Lors de la première guerre punique qui a opposé Carthage à Rome de 264 à 241 avant J.-C., ce sont les batailles navales qui furent déterminantes. Les Romains étaient impuissants face aux quinquérèmes très maniables des Carthaginois (des navires de guerre dont chaque aviron était actionné par cinq rameurs). Jusqu’à ce que les constructeurs de bateaux romains trouvèrent une quinquérème carthaginoise échouée. Ils l’analysèrent, la démontèrent, et la réassemblèrent puis conçurent eux-mêmes cent navires selon le même modèle. Ensuite ils se demandèrent ce qu’il manquait encore à leur embarcation. Et ils la pourvurent d’un corbeau. Lors de la bataille navale de Mylae en 260 av. J.-C., les quinquérèmes romaines équipées de ce corbeau d’un nouveau type vainquirent les ennemis carthaginois.

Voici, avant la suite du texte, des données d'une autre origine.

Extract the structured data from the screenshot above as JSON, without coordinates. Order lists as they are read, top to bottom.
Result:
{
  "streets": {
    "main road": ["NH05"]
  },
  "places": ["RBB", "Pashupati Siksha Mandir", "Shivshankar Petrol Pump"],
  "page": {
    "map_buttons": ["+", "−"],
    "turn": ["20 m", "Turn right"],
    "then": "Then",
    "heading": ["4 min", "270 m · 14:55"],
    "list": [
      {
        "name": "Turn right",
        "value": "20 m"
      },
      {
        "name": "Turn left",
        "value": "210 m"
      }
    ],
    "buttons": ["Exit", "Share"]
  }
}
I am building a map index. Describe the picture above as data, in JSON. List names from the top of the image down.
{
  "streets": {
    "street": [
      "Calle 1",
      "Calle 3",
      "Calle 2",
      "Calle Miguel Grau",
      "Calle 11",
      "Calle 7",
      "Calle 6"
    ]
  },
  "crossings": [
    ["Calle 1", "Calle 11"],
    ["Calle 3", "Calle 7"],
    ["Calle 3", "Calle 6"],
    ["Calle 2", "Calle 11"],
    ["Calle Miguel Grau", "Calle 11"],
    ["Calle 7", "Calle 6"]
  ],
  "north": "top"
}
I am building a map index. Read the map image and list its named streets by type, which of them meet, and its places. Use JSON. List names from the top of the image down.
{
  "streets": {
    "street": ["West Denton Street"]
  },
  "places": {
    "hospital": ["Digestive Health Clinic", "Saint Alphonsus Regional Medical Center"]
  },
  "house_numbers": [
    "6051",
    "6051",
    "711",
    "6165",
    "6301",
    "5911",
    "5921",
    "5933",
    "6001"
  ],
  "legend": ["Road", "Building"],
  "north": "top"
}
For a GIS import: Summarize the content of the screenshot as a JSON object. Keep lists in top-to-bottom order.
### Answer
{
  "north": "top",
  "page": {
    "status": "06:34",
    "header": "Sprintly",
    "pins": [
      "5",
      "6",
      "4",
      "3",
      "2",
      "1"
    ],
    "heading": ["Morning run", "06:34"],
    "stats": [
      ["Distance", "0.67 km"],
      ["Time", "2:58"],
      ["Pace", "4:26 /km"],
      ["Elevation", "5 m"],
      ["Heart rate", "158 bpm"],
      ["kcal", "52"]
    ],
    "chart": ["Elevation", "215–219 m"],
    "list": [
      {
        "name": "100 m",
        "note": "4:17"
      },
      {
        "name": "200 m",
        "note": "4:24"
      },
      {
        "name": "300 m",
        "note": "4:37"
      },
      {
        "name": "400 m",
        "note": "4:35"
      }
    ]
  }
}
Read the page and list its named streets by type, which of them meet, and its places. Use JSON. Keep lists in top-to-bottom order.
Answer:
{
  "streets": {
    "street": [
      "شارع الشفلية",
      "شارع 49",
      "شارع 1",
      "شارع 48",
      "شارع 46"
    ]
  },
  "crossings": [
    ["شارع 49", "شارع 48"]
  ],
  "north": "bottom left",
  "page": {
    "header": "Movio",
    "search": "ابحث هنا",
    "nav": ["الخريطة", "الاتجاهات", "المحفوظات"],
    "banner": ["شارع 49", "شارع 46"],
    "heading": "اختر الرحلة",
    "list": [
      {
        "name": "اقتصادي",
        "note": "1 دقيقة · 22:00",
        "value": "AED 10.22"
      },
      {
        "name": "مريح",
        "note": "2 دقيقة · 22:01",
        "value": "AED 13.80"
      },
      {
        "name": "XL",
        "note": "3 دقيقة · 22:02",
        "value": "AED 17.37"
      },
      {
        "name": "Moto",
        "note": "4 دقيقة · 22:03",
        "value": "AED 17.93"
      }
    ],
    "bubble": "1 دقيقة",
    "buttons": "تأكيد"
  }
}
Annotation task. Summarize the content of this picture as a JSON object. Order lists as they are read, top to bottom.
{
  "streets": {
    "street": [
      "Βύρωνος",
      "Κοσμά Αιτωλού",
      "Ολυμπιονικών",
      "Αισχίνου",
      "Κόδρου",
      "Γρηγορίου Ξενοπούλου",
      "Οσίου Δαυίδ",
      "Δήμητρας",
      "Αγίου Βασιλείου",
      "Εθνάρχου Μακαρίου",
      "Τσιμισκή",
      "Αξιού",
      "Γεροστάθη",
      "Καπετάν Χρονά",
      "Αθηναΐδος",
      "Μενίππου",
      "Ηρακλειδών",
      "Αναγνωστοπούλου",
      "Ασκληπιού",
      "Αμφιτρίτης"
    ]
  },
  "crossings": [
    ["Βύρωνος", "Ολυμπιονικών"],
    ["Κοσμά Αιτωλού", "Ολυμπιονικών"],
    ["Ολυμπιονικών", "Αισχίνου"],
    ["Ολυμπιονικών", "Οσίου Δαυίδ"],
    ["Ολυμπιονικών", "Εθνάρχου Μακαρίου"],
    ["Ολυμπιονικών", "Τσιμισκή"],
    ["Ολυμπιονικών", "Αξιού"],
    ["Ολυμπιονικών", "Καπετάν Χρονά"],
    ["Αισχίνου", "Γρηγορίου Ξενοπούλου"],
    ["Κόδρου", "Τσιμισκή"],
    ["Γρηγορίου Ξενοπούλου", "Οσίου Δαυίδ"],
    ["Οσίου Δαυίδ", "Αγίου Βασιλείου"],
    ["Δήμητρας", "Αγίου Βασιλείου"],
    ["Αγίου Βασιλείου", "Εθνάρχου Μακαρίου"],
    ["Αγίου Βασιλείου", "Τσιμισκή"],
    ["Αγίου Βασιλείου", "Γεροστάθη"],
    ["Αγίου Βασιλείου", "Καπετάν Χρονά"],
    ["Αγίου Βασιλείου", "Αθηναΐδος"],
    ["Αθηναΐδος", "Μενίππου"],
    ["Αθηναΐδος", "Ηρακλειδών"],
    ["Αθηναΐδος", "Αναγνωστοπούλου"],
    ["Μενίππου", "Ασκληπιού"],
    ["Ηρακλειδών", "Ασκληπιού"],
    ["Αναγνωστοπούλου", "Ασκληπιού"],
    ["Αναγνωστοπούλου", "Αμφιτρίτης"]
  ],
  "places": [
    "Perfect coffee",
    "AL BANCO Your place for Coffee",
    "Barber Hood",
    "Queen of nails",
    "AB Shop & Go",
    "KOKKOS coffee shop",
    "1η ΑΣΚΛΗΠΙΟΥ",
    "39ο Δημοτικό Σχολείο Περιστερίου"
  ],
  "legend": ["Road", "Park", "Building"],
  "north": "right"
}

Il s’agit là d’un des premiers exemples historiques documentés de rétro-ingénierie : lorsqu’on voit quelque chose qu’on ne comprend pas, on le démonte afin de comprendre son fonctionnement interne. Puis on le réassemble – afin de vérifier si on a compris sa mécanique, et ensuite on l’optimise.
En l’occurrence, on ne met donc pas au point un produit en partant d’un besoin et en le façonnant pas à pas. On réfléchit à partir du produit fini en faisant marche arrière. Cette approche permet de copier avec brio des objets existants, mais lorsqu’on innove, il est aussi utile de commencer par se représenter un produit fini, un objectif, une vision d’avenir, et puis de se demander comment on a abouti au résultat en question. Que devons-nous modifier aujourd’hui pour aboutir au résultat que nous souhaitons pour l’avenir ?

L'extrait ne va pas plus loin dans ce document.